Type
- Type: Municipal Corporation of the Dindigul

History
- Founded: 19 February 2014

Leadership
- Mayor: J. Ilamathi , DMK since 4 March 2022
- Deputy Mayor: S. Rajappa, DMK since 4 March 2022
- Corporation Commissioner: N. Ravichandran
- District Collector: M. N. Poongodi

Structure
- Seats: 48
- Political groups: Government (33) SPA (33); DMK (30); CPI(M) (3); Opposition (12) SSJVA (6); INC (2); IUML (1); VCK (3); Other Opposition (6) AIADMK (5); BJP (1); Others (5) IND (5);

Elections
- Last election: 2022
- Next election: 2027

Meeting place
- Dindigul City Municipal Corporation Office, Main Road, Dindigul

Website
- Dindigul Municipal Corporation Dindigul District

= Dindigul Municipal Corporation =

Civic body in Tamil Nadu, India

The Dindigul City Municipal Corporation is a civic body that governs Dindigul city, India. This corporation consist of 48 wards and the legislative body is headed by an elected Chairperson assisted by a Deputy Chairperson and 48 councillors who represent each wards in the city. Government of Tamil Nadu announced for upgrade of Dindigul Special Grade Municipality to City Municipal Corporation of Dindigul.
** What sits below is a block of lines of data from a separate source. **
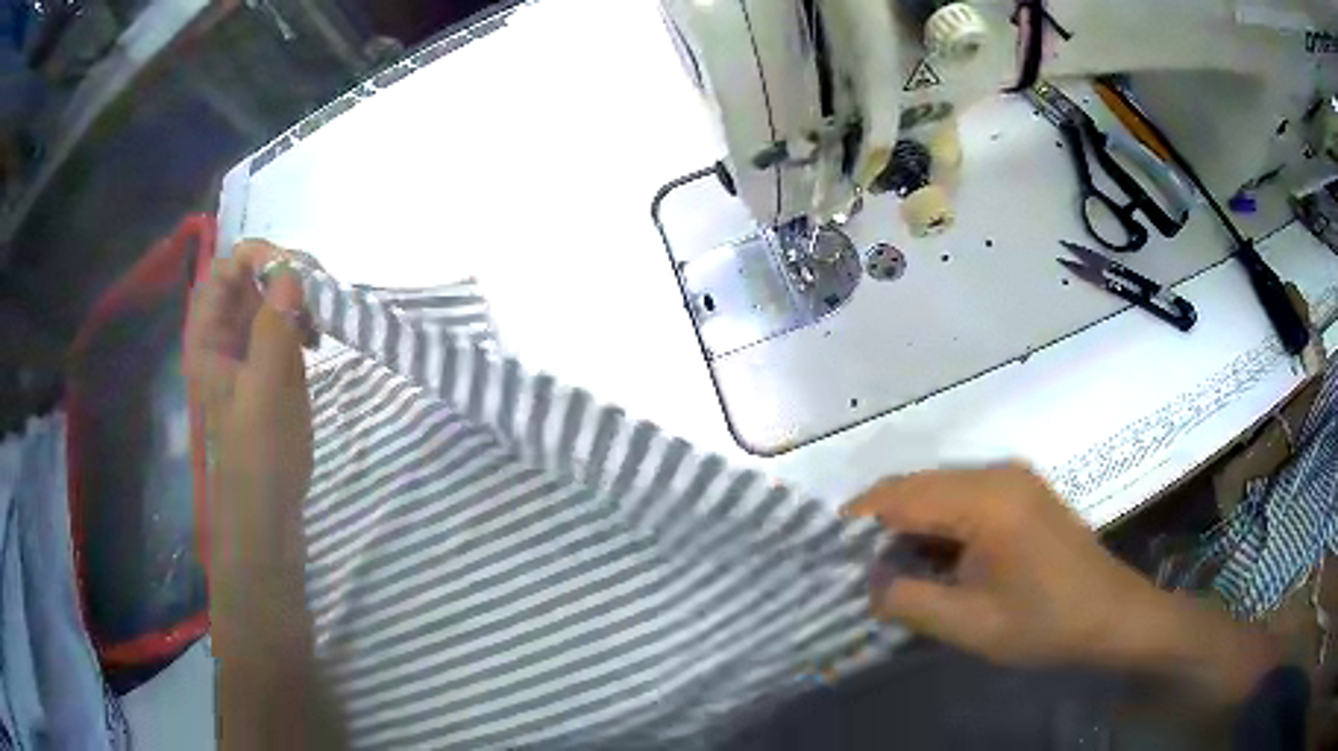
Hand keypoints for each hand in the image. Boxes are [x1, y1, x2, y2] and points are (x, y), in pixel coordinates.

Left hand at [186, 239, 312, 636]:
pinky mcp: (267, 360)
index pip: (226, 269)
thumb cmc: (259, 452)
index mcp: (207, 335)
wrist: (269, 505)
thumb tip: (289, 271)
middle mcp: (223, 331)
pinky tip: (317, 338)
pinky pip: (283, 319)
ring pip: (270, 294)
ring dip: (298, 295)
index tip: (297, 272)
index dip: (258, 258)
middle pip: (250, 275)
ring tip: (320, 320)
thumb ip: (273, 329)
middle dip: (285, 274)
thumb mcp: (266, 390)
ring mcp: (246, 345)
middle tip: (318, 293)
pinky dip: (303, 318)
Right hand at [845, 464, 1279, 703]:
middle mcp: (997, 473)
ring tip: (885, 568)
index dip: (856, 521)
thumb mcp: (970, 625)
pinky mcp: (1021, 492)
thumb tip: (868, 581)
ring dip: (908, 525)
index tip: (823, 553)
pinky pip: (963, 497)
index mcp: (986, 499)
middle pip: (917, 485)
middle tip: (851, 569)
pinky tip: (931, 559)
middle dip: (879, 525)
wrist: (1112, 615)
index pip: (900, 495)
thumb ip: (909, 601)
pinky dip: (936, 524)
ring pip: (938, 490)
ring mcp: (1013, 478)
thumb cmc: (1045, 623)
On 19 February 2014, Chief Minister of Tamil Nadu, J. Jayalalithaa declared that Dindigul Municipality has been immediately upgraded to Corporation status. The said government order was handed over to the Municipal Chairman, V. Marudharaj

==History==

In 1866 Nov 1, Dindigul town became a municipality. In 1988, on Jan 14, Dindigul Municipality became a Special Grade Municipality. Adiyanthu, Balakrishnanpuram, Chettinaickenpatti, Kurambapatti, Mullipadi, Pallapatti, Seelapadi, Thottanuthu Village Panchayat annexed to Dindigul City Municipal Corporation.